ASC is a major subordinate command of the U.S. Army Materiel Command. Ottman cites numerous wellness and resiliency initiatives ASC offers that set it apart from other MSCs. Along with developing ASC-centric programs and initiatives, Ottman said she and her colleagues have a robust working relationship with their counterparts at AMC and other commands.

Ottman said health and wellness encompasses a wide variety of initiatives designed to encourage and motivate all personnel to develop healthy lifestyles, improve well-being, fitness, productivity and promote a positive work-life balance. They include:

§ Recharge Room - a dedicated space for employees to take a break during the workday to reduce stress. All ASC personnel are encouraged to use the room to relax, unwind, and reset. The room includes massage and lounge chairs, yoga mats and fitness equipment.

§ Workplace Challenges - voluntary opportunities for employees to engage in healthy competition with an educational component. Examples: Choose to Lose Weight Loss, Sleep Awareness, Fit Food, Steps, and Water Intake Challenges.

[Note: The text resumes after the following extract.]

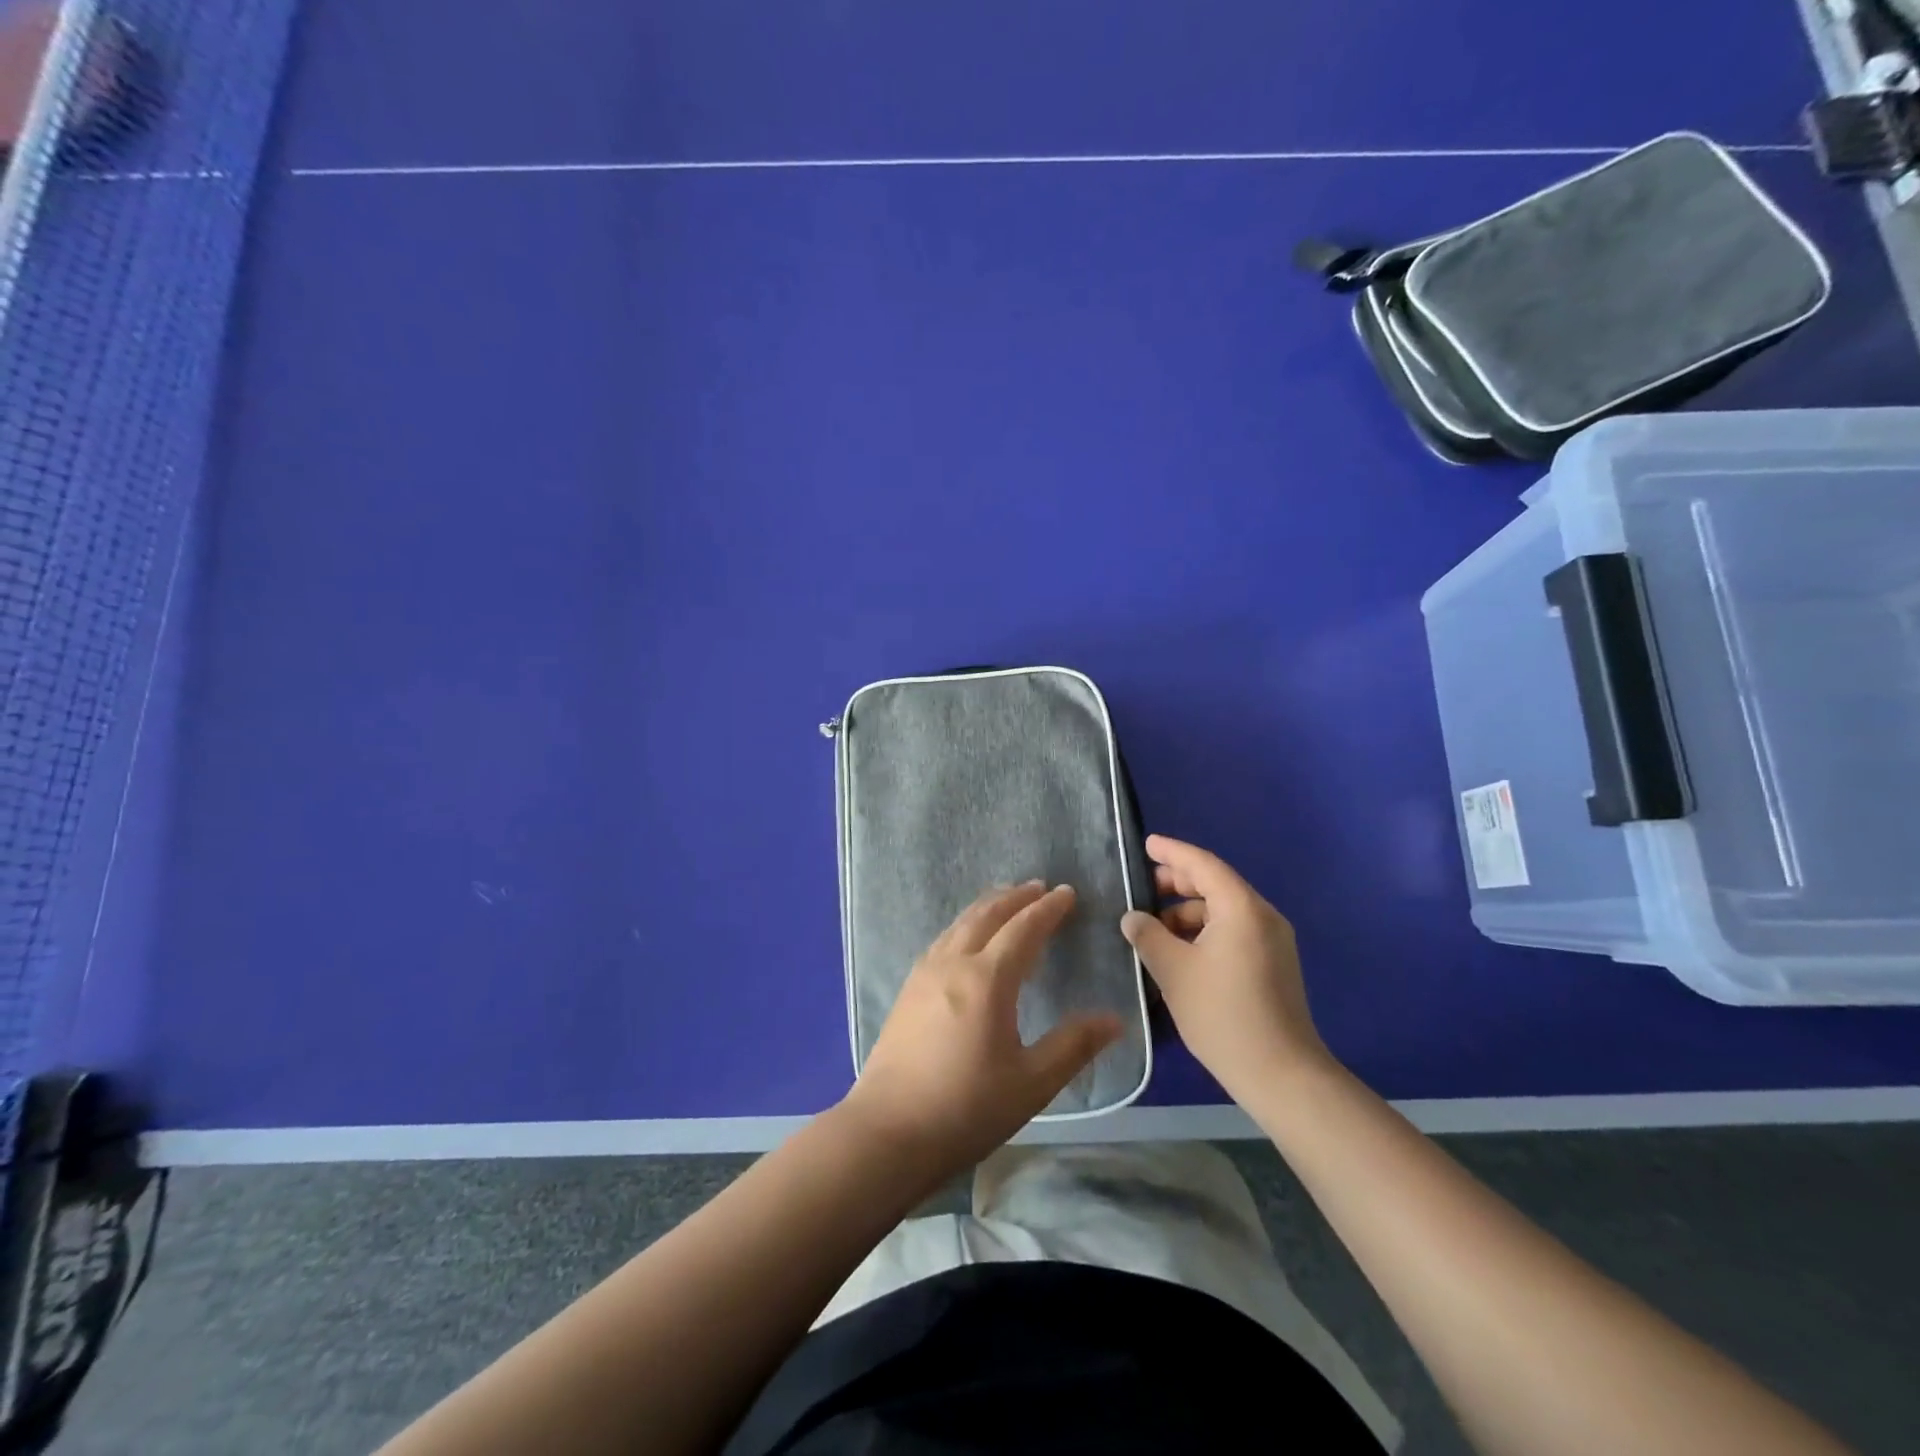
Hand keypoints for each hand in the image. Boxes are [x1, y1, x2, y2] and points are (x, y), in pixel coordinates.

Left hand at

§ Two certified Health/Life Coaches - These coaches offer eight-week sessions focused on lifestyle changes to empower employees to reach their wellness goals and maintain optimal health. Topics include goal setting, habits, motivation, self-sabotage, discovering high-energy foods, relaxation and stress responses.

§ Electronic Life-Works wellness newsletters distributed to the entire ASC footprint each month highlighting health awareness, physical and mental fitness, suicide and substance abuse prevention, and resilience.

§ Master Resilience Training for soldiers and civilians in collaboration with AMC headquarters - 15-part series targeting resilience skills and an opportunity for soldiers to complete their annual mandatory training requirement.

§ Civilian Health Promotion and Fitness Program enrollment campaign, promoting the opportunity for civilian employees to use up to three hours per week to focus on fitness with supervisory permission.

§ Weekly All Things People Readiness Messages sent to entire workforce. The intent is to empower soldiers and civilians by fostering communication, continued teamwork, and maintaining a ready and resilient workforce. Over 175 messages have been published on topics related to COVID, teleworking, stress, depression, resource numbers, gratitude, resilience and suicide awareness.

§ Active collaboration with local community partners through the Commander's Ready and Resilient Council, which provides a wealth of professional expertise and well-being resources shared with our workforce.

The flexible workspace is currently being developed, and, according to Hansen, will be fully equipped in about a year.

Hansen also said ASC is testing a "soft phone" proof of principle for the Army. This new capability eliminates the need for a desk phone by incorporating a digital phone into the laptop.